___ AVAILABLE DATA

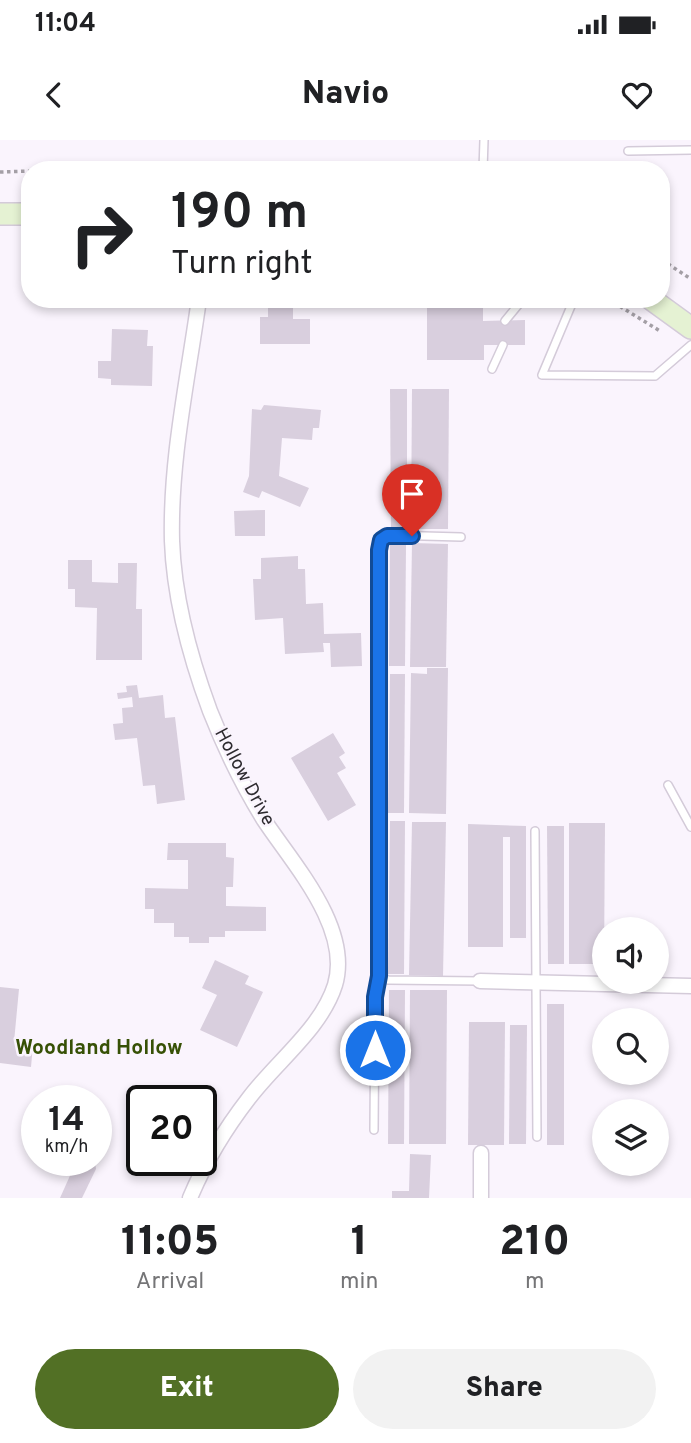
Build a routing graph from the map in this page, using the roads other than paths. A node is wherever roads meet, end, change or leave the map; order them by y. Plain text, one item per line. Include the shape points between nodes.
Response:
1 (484, 140) edge
2 (691, 150) edge
3 (628, 151) dead end
4 (484, 161) edge
5 (0, 214) edge
6 (21, 214) edge
7 (199, 308) edge
8 (516, 308) edge
9 (570, 308) edge
10 (663, 308) edge
11 (505, 321) dead end
12 (691, 328) edge
13 (503, 345) dead end
14 (688, 348) edge
15 (492, 369) dead end
16 (461, 537) dead end
17 (668, 785) dead end
18 (691, 827) edge
19 (536, 831) dead end
20 (379, 976) junction
21 (480, 981) joint
22 (535, 982) junction
23 (691, 986) edge
24 (374, 1130) dead end
25 (537, 1137) dead end
26 (481, 1153) dead end
27 (190, 1198) edge
28 (481, 1198) edge

1 - 4 lane
2 - 3 lane
5 - 6 main road
7 - 27 street, Hollow Drive via 174,479 172,542 178,600 210,710 229,755 264,820 315,896 335,937 337,963 335,984 323,1009 249,1098 213,1150
8 - 11 lane
9 - 14 lane via 542,375 655,376
10 - 12 main road
13 - 15 lane
16 - 20 lane via 387,536 381,540
17 - 18 lane
19 - 22 lane
20 - 21 lane via 388,980
20 - 24 lane
21 - 22 street
22 - 23 street
22 - 25 lane
26 - 28 street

______

Omit every picture, then repeat the remaining data exactly as it appears above.

- _OUTPUT_:
Build a routing graph from the map in this page, using the roads other than paths. A node is wherever roads meet, end, change or leave the map; order them by y. Plain text, one item per line. Include the shape points between nodes.
Response:
1 (484, 140) edge
2 (691, 150) edge
3 (628, 151) dead end
4 (484, 161) edge
5 (0, 214) edge
6 (21, 214) edge
7 (199, 308) edge
8 (516, 308) edge
9 (570, 308) edge
10 (663, 308) edge
11 (505, 321) dead end
12 (691, 328) edge
13 (503, 345) dead end
14 (688, 348) edge
15 (492, 369) dead end
16 (461, 537) dead end
17 (668, 785) dead end
18 (691, 827) edge
19 (536, 831) dead end
20 (379, 976) junction
21 (480, 981) joint
22 (535, 982) junction
23 (691, 986) edge
24 (374, 1130) dead end
25 (537, 1137) dead end
26 (481, 1153) dead end
27 (190, 1198) edge
28 (481, 1198) edge

1 - 4 lane
2 - 3 lane
5 - 6 main road
7 - 27 street, Hollow Drive via 174,479 172,542 178,600 210,710 229,755 264,820 315,896 335,937 337,963 335,984 323,1009 249,1098 213,1150
8 - 11 lane
9 - 14 lane via 542,375 655,376
10 - 12 main road
13 - 15 lane
16 - 20 lane via 387,536 381,540
17 - 18 lane
19 - 22 lane
20 - 21 lane via 388,980
20 - 24 lane
21 - 22 street
22 - 23 street
22 - 25 lane
26 - 28 street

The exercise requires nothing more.